Work to complete
Images do not belong in the copy. Set down all the entries exactly.

Excerpts from a dataset
*** Begin section ***
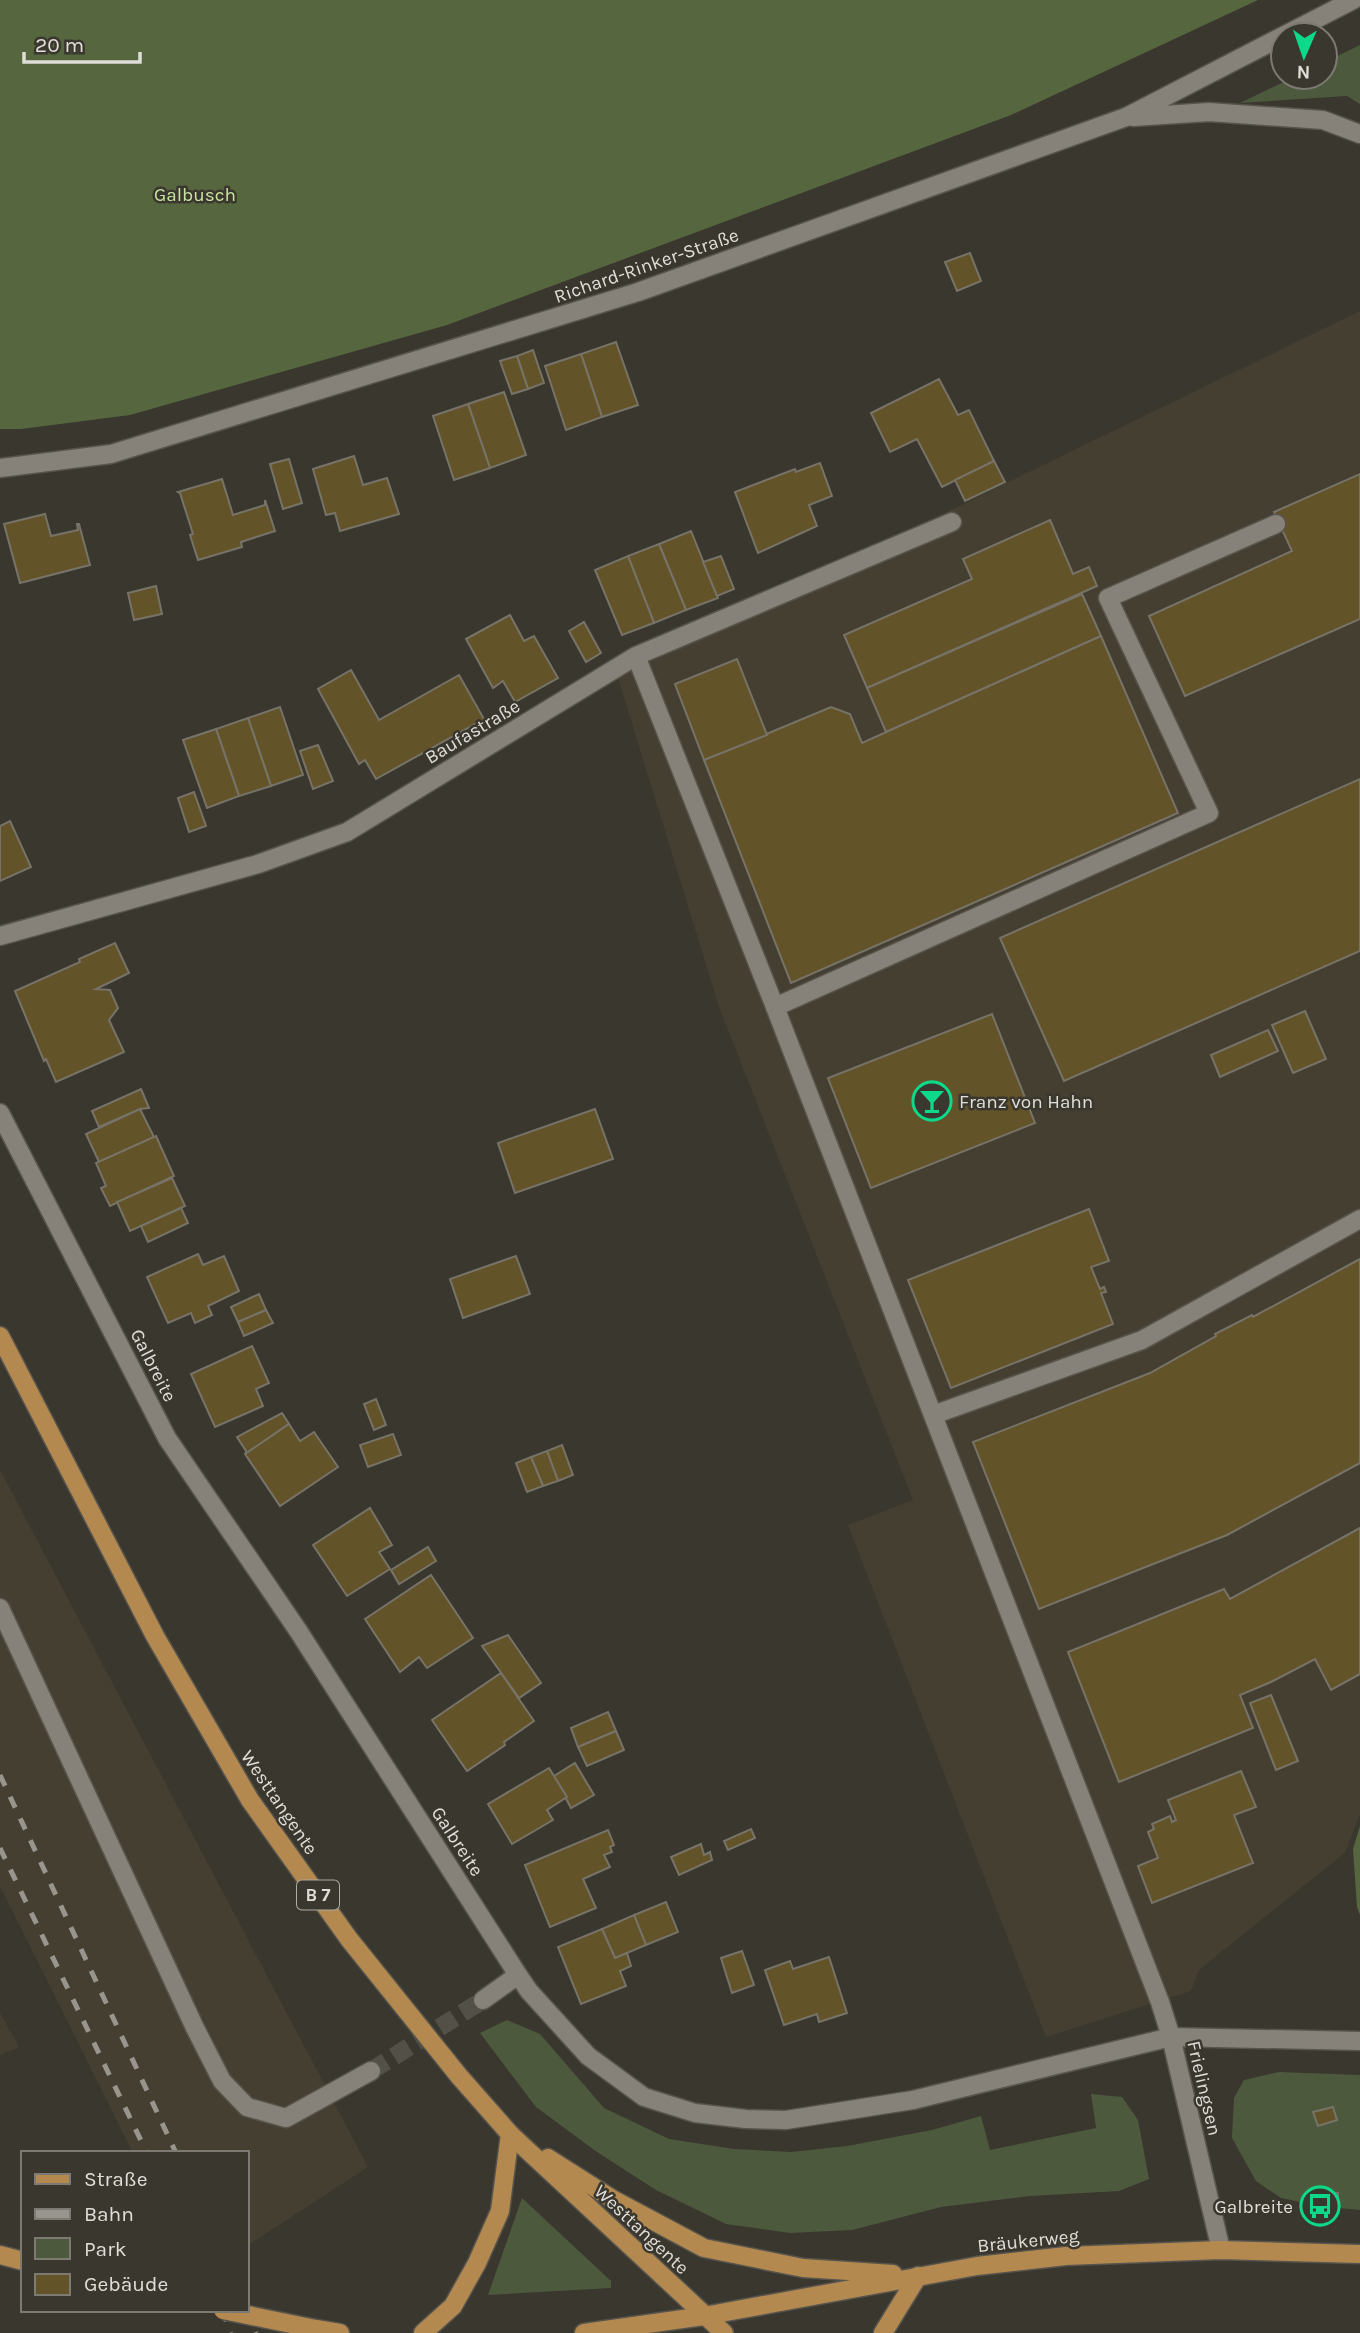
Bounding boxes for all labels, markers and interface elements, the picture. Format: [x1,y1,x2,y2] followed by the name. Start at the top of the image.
[24,21,140,65] scale bar
[1269,21,1339,91] north arrow
[35,33,84,57] text: 20 m
[1296,61,1311,83] text: N
[154,184,236,206] park label: Galbusch
[551,224,742,308] street label: Richard-Rinker-Straße
[421,695,524,769] street label: Baufastraße
[911,1080,953,1122] bar icon: Franz von Hahn
[959,1091,1093,1113] place label: Franz von Hahn
[125,1326,181,1405] street label: Galbreite
[236,1746,322,1859] street label: Westtangente
[427,1803,488,1880] street label: Galbreite
[297,1881,339,1910] road number: B 7
[1182,2039,1226,2138] street label: Frielingsen
[21,2151,248,2312] legend
[84,2167,147,2191] text: Straße
[590,2180,693,2279] street label: Westtangente
[1299,2185,1341,2227] bus stop icon: Galbreite
[1215,2196,1293,2218] place label: Galbreite
[84,2202,134,2226] text: Bahn
[976,2225,1080,2257] street label: Bräukerweg
[84,2237,127,2261] text: Park
[84,2272,168,2296] text: Gebäude

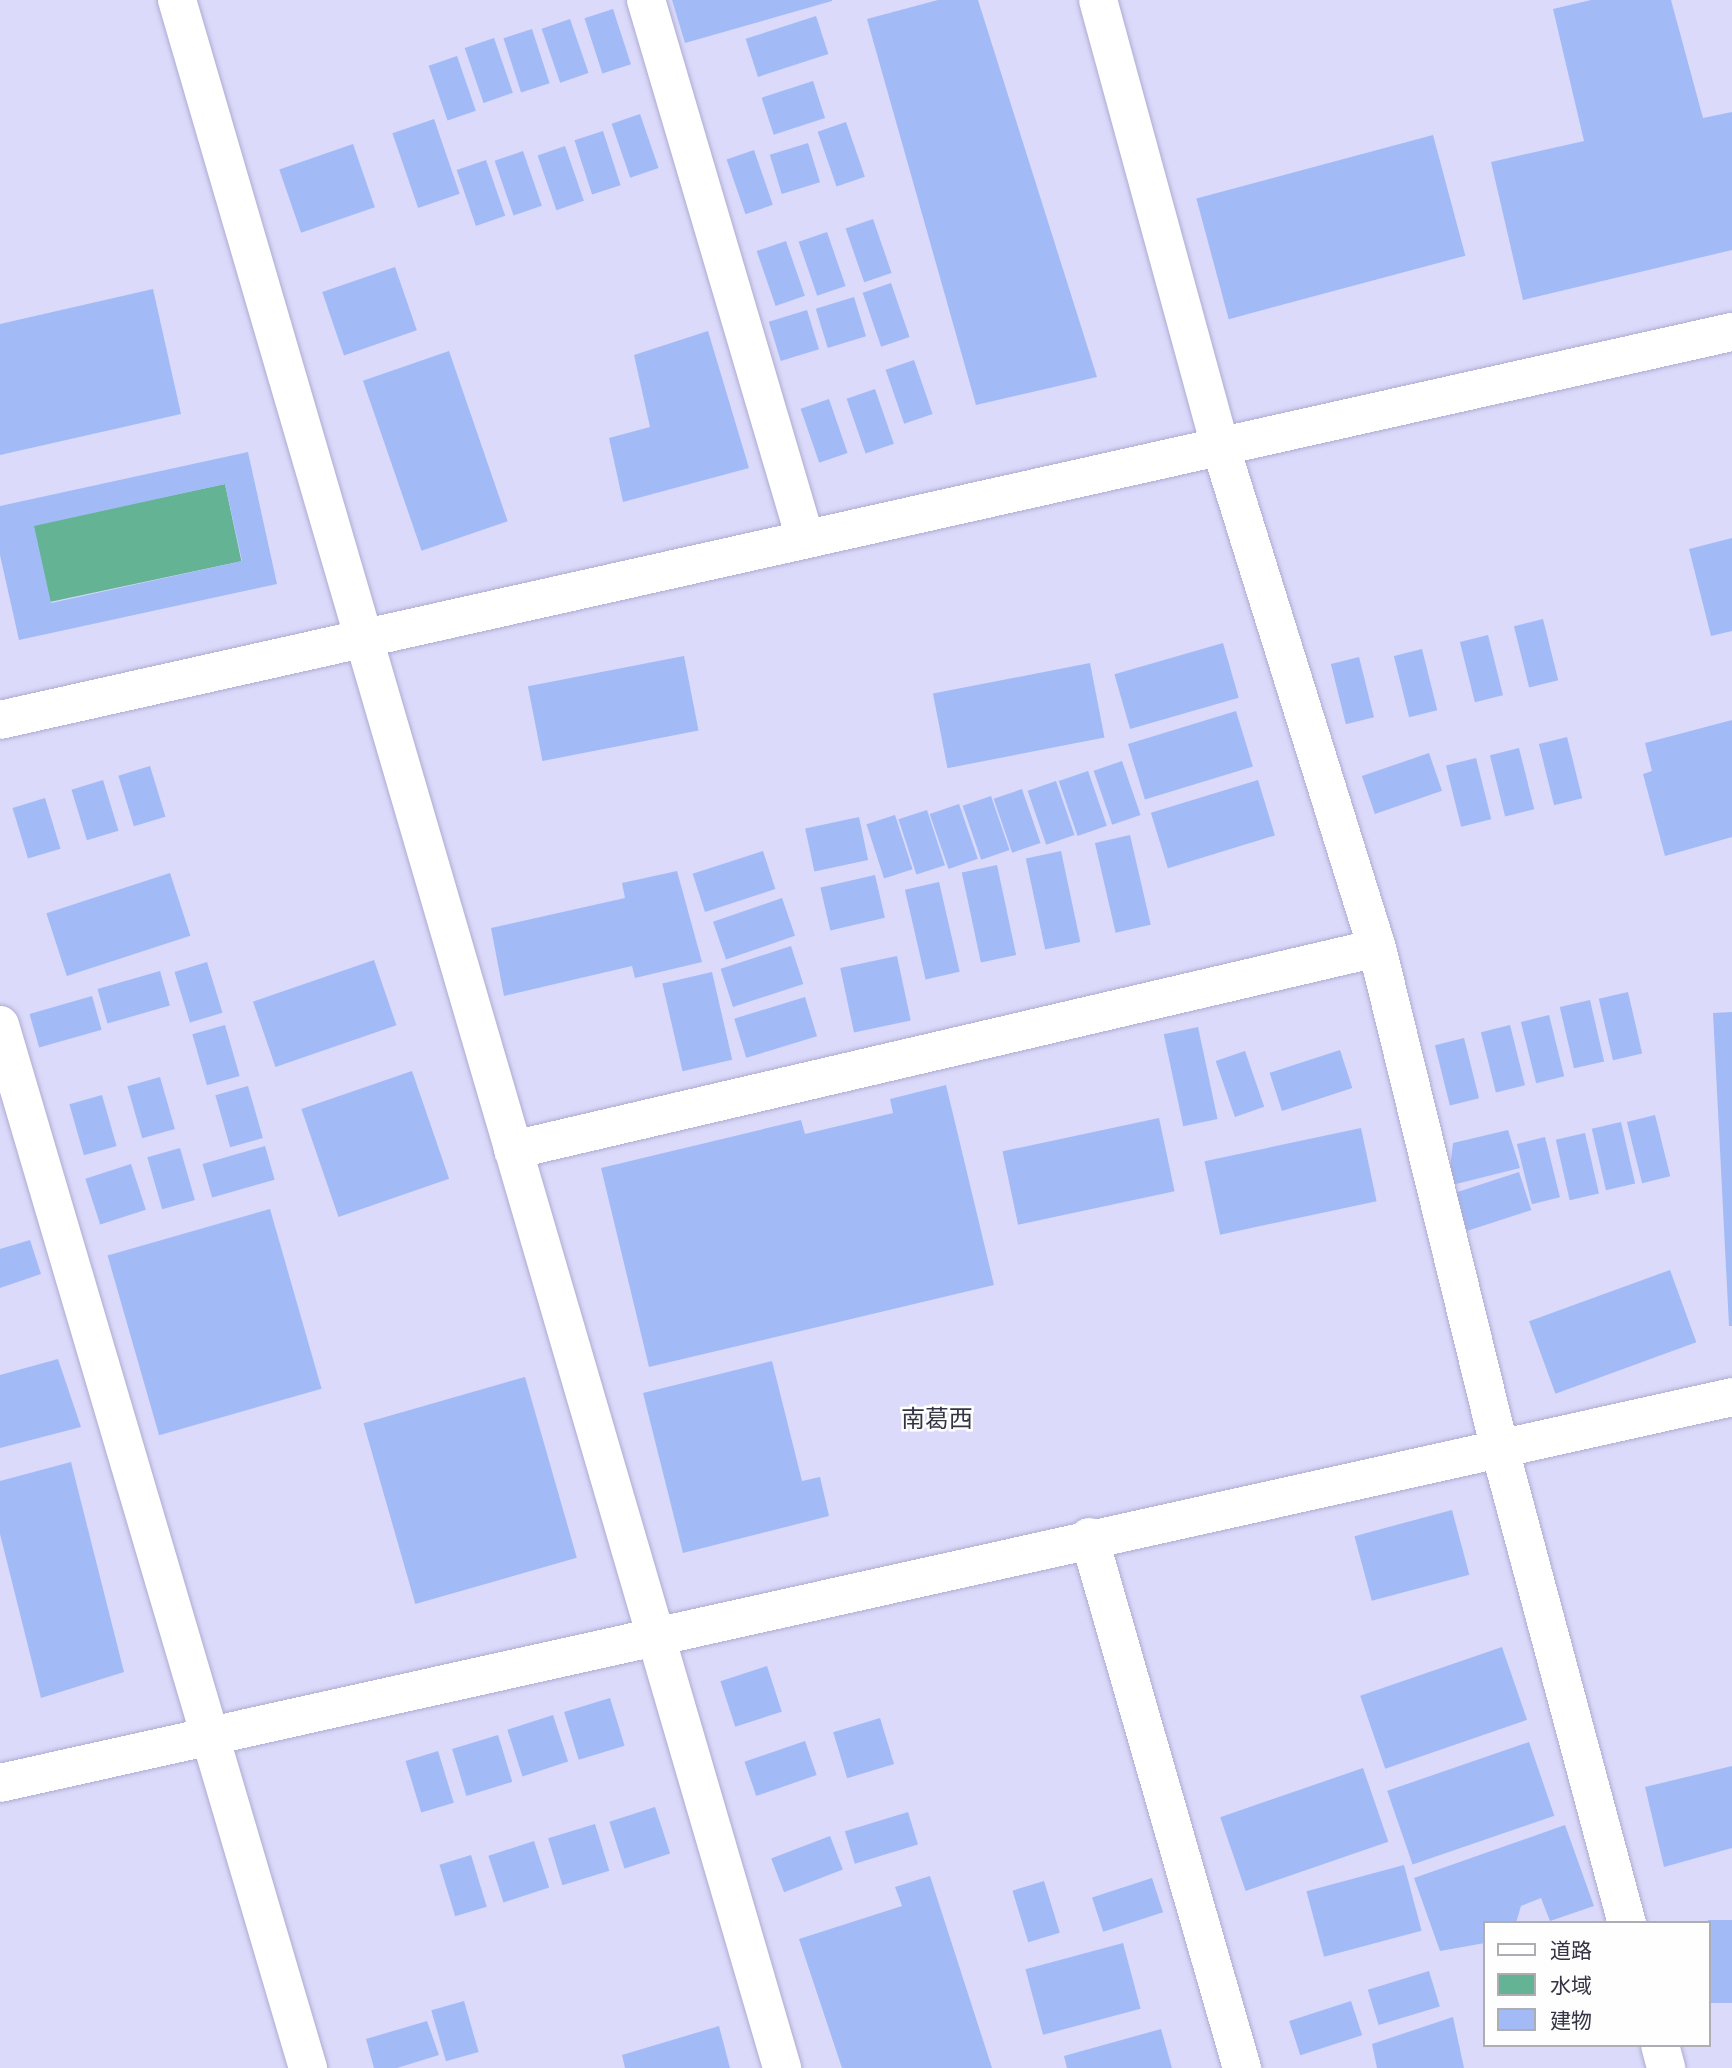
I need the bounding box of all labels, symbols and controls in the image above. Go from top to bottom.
*** End section ***
Result for this task
Bounding boxes for all labels, markers and interface elements, the picture. Format: [x1,y1,x2,y2] followed by the name. Start at the top of the image.
[24,21,140,65] scale bar
[1269,21,1339,91] north arrow
[35,33,84,57] text: 20 m
[1296,61,1311,83] text: N
[154,184,236,206] park label: Galbusch
[551,224,742,308] street label: Richard-Rinker-Straße
[421,695,524,769] street label: Baufastraße
[911,1080,953,1122] bar icon: Franz von Hahn
[959,1091,1093,1113] place label: Franz von Hahn
[125,1326,181,1405] street label: Galbreite
[236,1746,322,1859] street label: Westtangente
[427,1803,488,1880] street label: Galbreite
[297,1881,339,1910] road number: B 7
[1182,2039,1226,2138] street label: Frielingsen
[21,2151,248,2312] legend
[84,2167,147,2191] text: Straße
[590,2180,693,2279] street label: Westtangente
[1299,2185,1341,2227] bus stop icon: Galbreite
[1215,2196,1293,2218] place label: Galbreite
[84,2202,134,2226] text: Bahn
[976,2225,1080,2257] street label: Bräukerweg
[84,2237,127,2261] text: Park
[84,2272,168,2296] text: Gebäude

I need the bounding box of all labels, symbols and controls in the image above. Go from top to bottom.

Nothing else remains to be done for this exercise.